Recombinant plasmids were transformed into E. coli BL21(DE3) and induced for expression in LB medium. After cell harvesting, intracellular polymers were purified using chloroform extraction combined with methanol precipitation.

Test

Following induction in LB medium, extracted polymer yields were extremely low and invisible to the naked eye. Fluorescence microscopy revealed hydrophobic particles stained by Nile red, but yields were insufficient for subsequent detection.

Learn

Preliminary results indicate: 1) PEA synthesis may be successful but yields are low. This necessitates optimizing control group design and detection methods.

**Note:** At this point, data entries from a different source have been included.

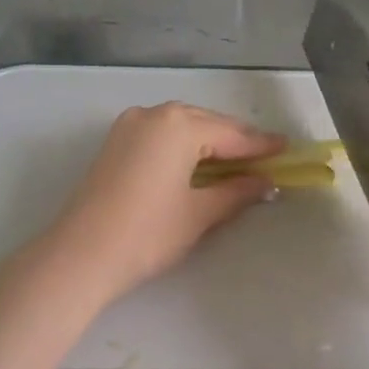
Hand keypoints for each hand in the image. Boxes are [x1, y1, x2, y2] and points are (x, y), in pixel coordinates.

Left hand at [47, 103, 283, 304]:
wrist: (81, 255)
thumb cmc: (148, 233)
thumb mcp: (200, 213)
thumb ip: (237, 192)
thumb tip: (265, 183)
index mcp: (178, 125)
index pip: (232, 134)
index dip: (262, 145)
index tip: (287, 148)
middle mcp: (153, 114)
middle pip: (206, 123)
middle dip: (236, 140)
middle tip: (265, 157)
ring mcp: (129, 126)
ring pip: (182, 127)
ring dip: (210, 142)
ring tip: (236, 162)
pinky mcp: (115, 143)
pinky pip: (161, 135)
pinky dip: (184, 146)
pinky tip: (198, 164)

Synthesis and detection of PEA：Cycle 2

Design

Based on Cycle 1 results, we redesigned the experiment: 1) Replaced LB medium with MR medium due to its superior buffering capacity and more favorable conditions for polymer accumulation; 2) Optimized the extraction process.

Build

We cultured the engineered strain in MR medium, establishing three experimental groups: ① PEA01-BL12 (DE3) (transformed with piGEM25_08 plasmid alone; requires exogenous monomer for PEA synthesis); ② PEA02-BL12 (DE3) (co-transformed with piGEM25_07 and piGEM25_08 plasmids) ③ Negative control (transformed with piGEM25_08 plasmid only, without inducer). Key improvements included: reducing chloroform and methanol usage to enhance extraction yield and efficiency.

Test

Significant improvements were achieved after optimizing the medium and extraction method:

1. Effective yield increase: extracted polymer quantity markedly increased, with visible white flocculent precipitation
2. Nile Red staining: Specific staining observed only in experimental group
3. Fluorescence quantification: Concentration-dependent fluorescence enhancement demonstrated

Key learnings

The switch from LB to MR medium and extraction method optimization were critical to success. These improvements substantially increased PEA yield and extraction efficiency.

Upcycling of TPA to PCA

Cycle 1: Optimization of the Expression Process with Cofactors

Design

Given the very low vanillin yield from the TPA-to-vanillin conversion in the 2024 UESTC-iGEM project, we identified the low concentration of the precursor, PCA, as a likely cause. In our project, we optimized the expression conditions for the enzymes in the TPA-to-PCA pathway. Unlike the previous year's project, we supplemented the expression medium with FeCl₃, L-cysteine, and ZnSO₄ to enhance TPA degradation efficiency.

Construction

After 24 hours of induction, E. coli BL21(DE3) cells were concentrated and resuspended in M9 medium to a final OD600 of 60 in a total volume of 3 mL. Subsequently, 12 µL of a 500 mM TPA stock solution in dimethyl sulfoxide (DMSO) was added. The degradation reaction was conducted at 20°C for 24 hours with shaking.

Test

High-Performance Liquid Chromatography (HPLC) analysis successfully detected the target product, PCA, at a concentration of 1.2 mM.

Learn

The results demonstrated that the addition of the cofactors FeCl₃, L-cysteine, and ZnSO₄ led to a substantial increase in PCA production.